The pipe |> hands that signal into moog(%, …) — a 4-pole filter whose cutoff is the second argument. The cutoff is built from a saw LFO scaled to oscillate between 200 and 1700 Hz, wrapped in env(...) so it tracks the gate. This is just signal arithmetic; nothing in mini-notation or in the filter knows about anything else.

reverb(0.3) |> out() finishes the chain. You’re looking at a DAG: oscillator → filter → reverb → output. No cycles, no hidden state, no scheduler in the loop.

Now edit the cutoff offset from 200 to 400 and re-run. Hot-swap keeps the oscillator’s phase, the moog’s filter delays, and the reverb tail intact. Only the constant changes; you hear the cutoff floor lift without any click or restart.

Why this combination

These four ideas pull against the usual live-coding trade-offs in a useful way.

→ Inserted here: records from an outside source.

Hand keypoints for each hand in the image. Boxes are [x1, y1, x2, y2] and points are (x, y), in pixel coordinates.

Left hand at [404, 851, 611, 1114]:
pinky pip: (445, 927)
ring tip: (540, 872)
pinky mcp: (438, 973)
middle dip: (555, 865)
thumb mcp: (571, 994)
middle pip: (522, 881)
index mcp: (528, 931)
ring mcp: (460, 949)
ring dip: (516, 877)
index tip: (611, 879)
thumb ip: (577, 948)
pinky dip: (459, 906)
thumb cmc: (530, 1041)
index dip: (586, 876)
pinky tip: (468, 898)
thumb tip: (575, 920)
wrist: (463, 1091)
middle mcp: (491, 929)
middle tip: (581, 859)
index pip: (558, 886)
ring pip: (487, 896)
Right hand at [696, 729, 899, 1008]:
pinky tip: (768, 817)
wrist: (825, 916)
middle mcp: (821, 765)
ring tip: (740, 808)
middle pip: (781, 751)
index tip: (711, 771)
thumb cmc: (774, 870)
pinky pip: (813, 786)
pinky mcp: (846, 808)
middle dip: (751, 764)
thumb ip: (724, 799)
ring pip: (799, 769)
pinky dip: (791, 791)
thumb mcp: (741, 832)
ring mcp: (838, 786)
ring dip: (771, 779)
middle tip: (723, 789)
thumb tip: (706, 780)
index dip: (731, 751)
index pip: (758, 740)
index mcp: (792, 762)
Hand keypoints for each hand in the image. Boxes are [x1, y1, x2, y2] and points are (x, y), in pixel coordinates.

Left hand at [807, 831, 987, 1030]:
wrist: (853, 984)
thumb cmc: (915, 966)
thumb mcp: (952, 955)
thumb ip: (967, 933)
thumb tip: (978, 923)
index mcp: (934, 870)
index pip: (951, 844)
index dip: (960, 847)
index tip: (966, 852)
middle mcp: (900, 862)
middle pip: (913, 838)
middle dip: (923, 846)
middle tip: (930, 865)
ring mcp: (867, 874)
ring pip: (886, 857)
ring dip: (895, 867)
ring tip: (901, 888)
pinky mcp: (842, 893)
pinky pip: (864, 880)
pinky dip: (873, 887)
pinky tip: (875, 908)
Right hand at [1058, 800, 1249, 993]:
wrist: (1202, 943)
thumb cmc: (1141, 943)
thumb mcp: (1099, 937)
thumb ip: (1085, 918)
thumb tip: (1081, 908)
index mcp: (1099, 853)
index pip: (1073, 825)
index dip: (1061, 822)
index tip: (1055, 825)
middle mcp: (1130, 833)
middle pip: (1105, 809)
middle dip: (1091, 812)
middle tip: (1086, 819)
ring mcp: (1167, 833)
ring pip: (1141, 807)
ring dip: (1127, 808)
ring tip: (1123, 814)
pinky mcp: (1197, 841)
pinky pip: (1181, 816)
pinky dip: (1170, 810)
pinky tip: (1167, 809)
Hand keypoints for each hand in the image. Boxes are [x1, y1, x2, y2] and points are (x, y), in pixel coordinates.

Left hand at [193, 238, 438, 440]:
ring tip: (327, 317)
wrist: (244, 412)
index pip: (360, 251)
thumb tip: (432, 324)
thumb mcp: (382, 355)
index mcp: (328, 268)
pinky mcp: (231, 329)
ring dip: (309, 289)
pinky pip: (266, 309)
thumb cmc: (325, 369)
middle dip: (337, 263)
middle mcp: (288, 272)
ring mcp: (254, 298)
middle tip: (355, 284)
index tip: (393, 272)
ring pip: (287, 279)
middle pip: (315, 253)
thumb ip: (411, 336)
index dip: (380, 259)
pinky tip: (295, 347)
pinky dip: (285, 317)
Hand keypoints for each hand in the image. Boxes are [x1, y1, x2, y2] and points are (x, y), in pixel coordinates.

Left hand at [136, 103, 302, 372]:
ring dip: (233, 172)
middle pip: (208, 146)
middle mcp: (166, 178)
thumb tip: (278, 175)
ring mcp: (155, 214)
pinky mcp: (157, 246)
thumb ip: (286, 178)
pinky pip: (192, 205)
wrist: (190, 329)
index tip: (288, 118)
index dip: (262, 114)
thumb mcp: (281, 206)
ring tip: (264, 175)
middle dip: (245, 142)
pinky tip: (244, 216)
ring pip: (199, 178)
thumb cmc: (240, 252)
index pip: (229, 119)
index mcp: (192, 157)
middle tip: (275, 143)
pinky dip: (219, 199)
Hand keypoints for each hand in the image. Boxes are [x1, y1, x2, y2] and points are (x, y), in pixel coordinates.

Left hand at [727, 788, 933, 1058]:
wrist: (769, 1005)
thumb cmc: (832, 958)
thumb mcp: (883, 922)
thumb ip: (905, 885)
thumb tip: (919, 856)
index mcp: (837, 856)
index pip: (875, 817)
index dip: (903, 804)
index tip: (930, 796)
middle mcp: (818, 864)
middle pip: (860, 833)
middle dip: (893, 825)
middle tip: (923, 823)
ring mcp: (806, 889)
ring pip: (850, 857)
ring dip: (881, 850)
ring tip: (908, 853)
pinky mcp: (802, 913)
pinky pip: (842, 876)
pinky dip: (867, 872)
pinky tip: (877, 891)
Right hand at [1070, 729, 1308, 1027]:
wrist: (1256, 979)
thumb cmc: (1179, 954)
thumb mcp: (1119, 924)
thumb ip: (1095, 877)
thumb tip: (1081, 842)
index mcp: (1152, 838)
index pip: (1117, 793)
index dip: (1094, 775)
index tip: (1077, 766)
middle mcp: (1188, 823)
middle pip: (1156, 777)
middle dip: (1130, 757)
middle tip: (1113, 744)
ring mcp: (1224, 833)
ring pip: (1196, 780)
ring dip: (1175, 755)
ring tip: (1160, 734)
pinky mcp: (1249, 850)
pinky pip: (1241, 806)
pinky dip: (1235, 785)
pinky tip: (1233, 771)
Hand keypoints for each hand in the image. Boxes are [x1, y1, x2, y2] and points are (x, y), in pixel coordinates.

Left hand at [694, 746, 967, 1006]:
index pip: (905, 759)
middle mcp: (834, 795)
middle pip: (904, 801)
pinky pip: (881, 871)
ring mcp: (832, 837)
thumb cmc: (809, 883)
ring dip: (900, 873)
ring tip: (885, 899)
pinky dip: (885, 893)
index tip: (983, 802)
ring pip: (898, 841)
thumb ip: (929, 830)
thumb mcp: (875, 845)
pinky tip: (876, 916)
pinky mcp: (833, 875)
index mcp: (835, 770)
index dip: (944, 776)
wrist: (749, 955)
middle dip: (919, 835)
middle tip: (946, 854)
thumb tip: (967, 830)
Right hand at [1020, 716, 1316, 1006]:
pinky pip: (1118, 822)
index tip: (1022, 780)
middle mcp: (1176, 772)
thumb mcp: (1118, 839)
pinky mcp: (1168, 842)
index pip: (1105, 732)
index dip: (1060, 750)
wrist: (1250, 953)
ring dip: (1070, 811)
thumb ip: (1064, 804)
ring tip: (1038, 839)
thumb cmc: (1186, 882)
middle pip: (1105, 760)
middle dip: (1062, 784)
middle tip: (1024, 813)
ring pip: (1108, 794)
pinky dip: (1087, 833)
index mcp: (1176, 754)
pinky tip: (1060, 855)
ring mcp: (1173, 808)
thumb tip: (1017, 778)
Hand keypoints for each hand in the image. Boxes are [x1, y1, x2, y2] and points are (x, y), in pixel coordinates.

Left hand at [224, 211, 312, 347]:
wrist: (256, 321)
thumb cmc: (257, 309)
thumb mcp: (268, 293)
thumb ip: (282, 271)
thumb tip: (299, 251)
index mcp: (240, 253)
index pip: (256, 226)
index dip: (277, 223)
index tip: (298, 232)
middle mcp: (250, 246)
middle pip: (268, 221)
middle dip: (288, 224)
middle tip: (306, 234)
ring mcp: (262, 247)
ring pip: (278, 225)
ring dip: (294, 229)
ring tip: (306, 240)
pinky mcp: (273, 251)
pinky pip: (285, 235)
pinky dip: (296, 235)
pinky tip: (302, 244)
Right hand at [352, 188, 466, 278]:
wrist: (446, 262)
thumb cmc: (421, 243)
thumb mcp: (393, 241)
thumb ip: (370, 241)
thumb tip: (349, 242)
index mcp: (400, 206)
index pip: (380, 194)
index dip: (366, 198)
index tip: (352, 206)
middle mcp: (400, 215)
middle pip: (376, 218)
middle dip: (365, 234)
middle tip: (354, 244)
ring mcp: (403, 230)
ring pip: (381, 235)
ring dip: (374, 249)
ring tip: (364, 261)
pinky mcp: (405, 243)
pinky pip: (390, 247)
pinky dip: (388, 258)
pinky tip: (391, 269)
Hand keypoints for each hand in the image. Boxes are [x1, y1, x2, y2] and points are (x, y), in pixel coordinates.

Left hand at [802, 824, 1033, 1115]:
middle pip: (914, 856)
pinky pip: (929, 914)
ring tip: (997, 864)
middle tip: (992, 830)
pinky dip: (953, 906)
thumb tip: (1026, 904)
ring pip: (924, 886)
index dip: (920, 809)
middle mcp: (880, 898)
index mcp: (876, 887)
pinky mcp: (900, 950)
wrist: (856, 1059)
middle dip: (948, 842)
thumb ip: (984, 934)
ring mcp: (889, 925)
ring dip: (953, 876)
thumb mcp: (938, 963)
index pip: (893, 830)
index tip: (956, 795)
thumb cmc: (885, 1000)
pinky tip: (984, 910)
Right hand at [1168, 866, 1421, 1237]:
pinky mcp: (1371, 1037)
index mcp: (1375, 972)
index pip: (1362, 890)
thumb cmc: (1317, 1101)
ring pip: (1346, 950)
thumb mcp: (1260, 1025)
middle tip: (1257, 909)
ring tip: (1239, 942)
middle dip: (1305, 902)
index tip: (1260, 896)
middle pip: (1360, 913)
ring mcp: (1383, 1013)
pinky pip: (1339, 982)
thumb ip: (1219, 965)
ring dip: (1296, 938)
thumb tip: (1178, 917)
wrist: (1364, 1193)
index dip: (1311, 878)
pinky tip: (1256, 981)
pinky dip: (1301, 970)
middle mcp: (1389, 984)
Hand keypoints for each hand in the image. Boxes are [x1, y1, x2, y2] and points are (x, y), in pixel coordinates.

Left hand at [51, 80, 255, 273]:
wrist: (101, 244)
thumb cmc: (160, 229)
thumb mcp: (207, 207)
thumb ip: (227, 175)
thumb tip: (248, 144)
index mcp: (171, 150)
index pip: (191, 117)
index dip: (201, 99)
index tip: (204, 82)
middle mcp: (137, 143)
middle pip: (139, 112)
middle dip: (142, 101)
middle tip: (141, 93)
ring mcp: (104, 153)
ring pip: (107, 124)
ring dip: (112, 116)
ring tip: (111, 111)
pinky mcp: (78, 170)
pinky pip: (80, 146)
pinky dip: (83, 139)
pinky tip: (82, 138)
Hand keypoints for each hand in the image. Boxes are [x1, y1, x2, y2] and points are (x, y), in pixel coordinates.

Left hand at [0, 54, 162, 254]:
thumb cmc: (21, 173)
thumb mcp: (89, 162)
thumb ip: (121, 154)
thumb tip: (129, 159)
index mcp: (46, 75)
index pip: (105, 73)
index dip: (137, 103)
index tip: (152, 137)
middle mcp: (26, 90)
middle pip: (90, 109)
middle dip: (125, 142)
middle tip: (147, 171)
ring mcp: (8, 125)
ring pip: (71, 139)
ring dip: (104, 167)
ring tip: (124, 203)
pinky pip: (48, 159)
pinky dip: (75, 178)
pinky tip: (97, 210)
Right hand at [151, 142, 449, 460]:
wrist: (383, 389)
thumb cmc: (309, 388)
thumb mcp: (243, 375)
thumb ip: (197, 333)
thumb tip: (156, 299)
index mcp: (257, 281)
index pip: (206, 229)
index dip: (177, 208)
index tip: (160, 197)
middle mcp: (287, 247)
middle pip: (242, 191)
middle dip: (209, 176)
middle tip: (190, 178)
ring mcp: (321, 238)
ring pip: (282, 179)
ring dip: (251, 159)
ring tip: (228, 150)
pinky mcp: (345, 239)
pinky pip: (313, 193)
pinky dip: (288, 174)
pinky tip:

Signals are a universal interface — if everything is a time-varying value, a sine wave can drive a filter cutoff just as easily as a knob can, and you don’t need a separate “modulation matrix” concept. DAGs make the order of operations obvious: the source is the patch. Hot-swap removes the cost of iteration: you don’t have to commit to a structure before you can hear it. And mini-notation lets you write rhythmic and melodic ideas without the ceremony of declaring tracks, clips, and events.

Most of the system’s design decisions fall out of these four. There’s no global transport because patterns carry their own timing. There’s no “instrument vs effect” distinction because everything is a signal-in/signal-out node. There’s no save-format-vs-runtime split because the source is the patch.

What’s not here

  • Not a DAW. No timeline, no clips, no automation lanes. If you need to arrange a 4-minute song with mix automation, NKIDO is not the right tool.
  • Not Max/MSP / PureData. No visual patch graph. The graph is the source code; you read it as text.
  • Not a sample triggerer. Samples exist (see samplers), but the design centre is synthesis. If your workflow is “drop one-shots on a grid,” other tools fit better.

Setting these expectations up front saves you the friction of looking for features that aren’t there by design.